"Critics argue that Khan’s videos and software encourage uncreative, repetitive drilling—and leave kids staring at screens instead of interacting with real live teachers."
I don't know where these critics have been, but that description sums up most of my math instruction in school.
I posted a comment there but it never showed up, I guess because it had some links in it.
I mainly recommended reading some educational research that could help improve the khan academy's work.
Especially research in math education.
See for example a report by Harold Wenglinsky called 'Does It Compute?" that found much better learning gains when kids did exploratory math activities and simulations and spreadsheets and so forth. When they did drill activities, their performance actually decreased.
http://www.ets.org/Media/Research/pdf/PICTECHNOLOG.pdf
Then there are these two books (which are free online), the first of which I'd recommend everyone interested in creating educational activities read:
In math, it helps to use gestures and embodied analogies and representations of many concepts. In other areas like science and history that helps, too, but also students have a lot of strongly persistent misconceptions that have to be brought out into the open in your videos or text, plus it helps to have supplementary constructivist learning activities like simulations, games, and modeling/design tools (including programming).

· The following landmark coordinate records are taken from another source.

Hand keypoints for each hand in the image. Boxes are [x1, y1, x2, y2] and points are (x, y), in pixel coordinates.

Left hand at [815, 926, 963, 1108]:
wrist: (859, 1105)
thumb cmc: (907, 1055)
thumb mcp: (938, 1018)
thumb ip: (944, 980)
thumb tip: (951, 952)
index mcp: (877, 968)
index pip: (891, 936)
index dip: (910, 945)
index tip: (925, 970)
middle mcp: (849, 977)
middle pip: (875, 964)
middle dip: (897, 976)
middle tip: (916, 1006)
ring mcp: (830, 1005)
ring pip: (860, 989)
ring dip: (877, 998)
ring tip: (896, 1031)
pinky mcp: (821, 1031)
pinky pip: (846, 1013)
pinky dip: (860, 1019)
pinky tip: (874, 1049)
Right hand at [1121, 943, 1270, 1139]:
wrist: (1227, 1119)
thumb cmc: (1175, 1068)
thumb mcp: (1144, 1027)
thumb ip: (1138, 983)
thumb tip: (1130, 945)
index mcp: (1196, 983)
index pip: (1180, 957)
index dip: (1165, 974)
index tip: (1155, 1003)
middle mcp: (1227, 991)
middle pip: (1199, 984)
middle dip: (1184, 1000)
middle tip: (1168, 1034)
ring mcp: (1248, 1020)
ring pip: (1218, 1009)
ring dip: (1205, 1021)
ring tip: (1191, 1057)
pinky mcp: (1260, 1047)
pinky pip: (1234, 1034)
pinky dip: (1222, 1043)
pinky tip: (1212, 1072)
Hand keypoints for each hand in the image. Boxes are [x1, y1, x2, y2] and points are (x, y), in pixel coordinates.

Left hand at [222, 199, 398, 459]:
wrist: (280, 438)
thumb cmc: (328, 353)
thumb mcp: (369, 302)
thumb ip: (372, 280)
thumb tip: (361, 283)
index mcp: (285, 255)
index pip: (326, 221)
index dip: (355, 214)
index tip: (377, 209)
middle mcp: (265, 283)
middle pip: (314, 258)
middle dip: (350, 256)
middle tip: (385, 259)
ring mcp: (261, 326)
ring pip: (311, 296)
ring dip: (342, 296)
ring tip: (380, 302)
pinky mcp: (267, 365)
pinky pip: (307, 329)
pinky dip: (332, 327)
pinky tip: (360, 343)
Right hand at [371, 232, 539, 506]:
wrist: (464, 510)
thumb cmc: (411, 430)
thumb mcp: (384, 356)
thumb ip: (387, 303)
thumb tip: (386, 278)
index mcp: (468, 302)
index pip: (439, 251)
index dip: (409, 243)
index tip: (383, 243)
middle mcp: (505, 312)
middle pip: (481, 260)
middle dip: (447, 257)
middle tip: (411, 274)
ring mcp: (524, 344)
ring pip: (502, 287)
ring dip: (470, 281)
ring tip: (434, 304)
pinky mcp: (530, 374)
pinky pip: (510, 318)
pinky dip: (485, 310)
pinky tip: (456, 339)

The thing that revolutionized my learning was wanting to create computer games. Not only does that motivate me to learn math, but it prompts me to start developing my own theories of reality to test within games.
This article got me thinking about the constructivist theory of education... and I realized that as a self-taught programmer, this theory hasn't worked for me except in very limited ways. I think constructivism works within a certain radius of mastered knowledge. No amount of 'fumbling around' is going to allow me to write a parser, or an operating system. Even for something that I have (or had) the motivation to do, which is to write a very simple learning game [0], the lack of knowledge was a show-stopper.
I think constructivism works for tasks that are just outside of your scope of knowledge. So if I really wanted to create a rails app, I could do that, since that's what I've been doing.
and indeed my mother must have learned that way in the rural one-room school for grades 1 through 8 that she attended during the Great Depression. It's good that now pervasive technology is helping teachers relearn that children who occupy the same classroom don't all have to literally be "on the same page" at the same time. That allows more able (or more motivated) learners to move ahead of the meager expectations of the United States curriculum,
"Critics argue that Khan’s videos and software encourage uncreative, repetitive drilling."
I agree that the Khan Academy exercises currently are just that, exercises, and have suggested here on HN that the Khan Academy exercise writers do the hard work of building genuine online problem sets.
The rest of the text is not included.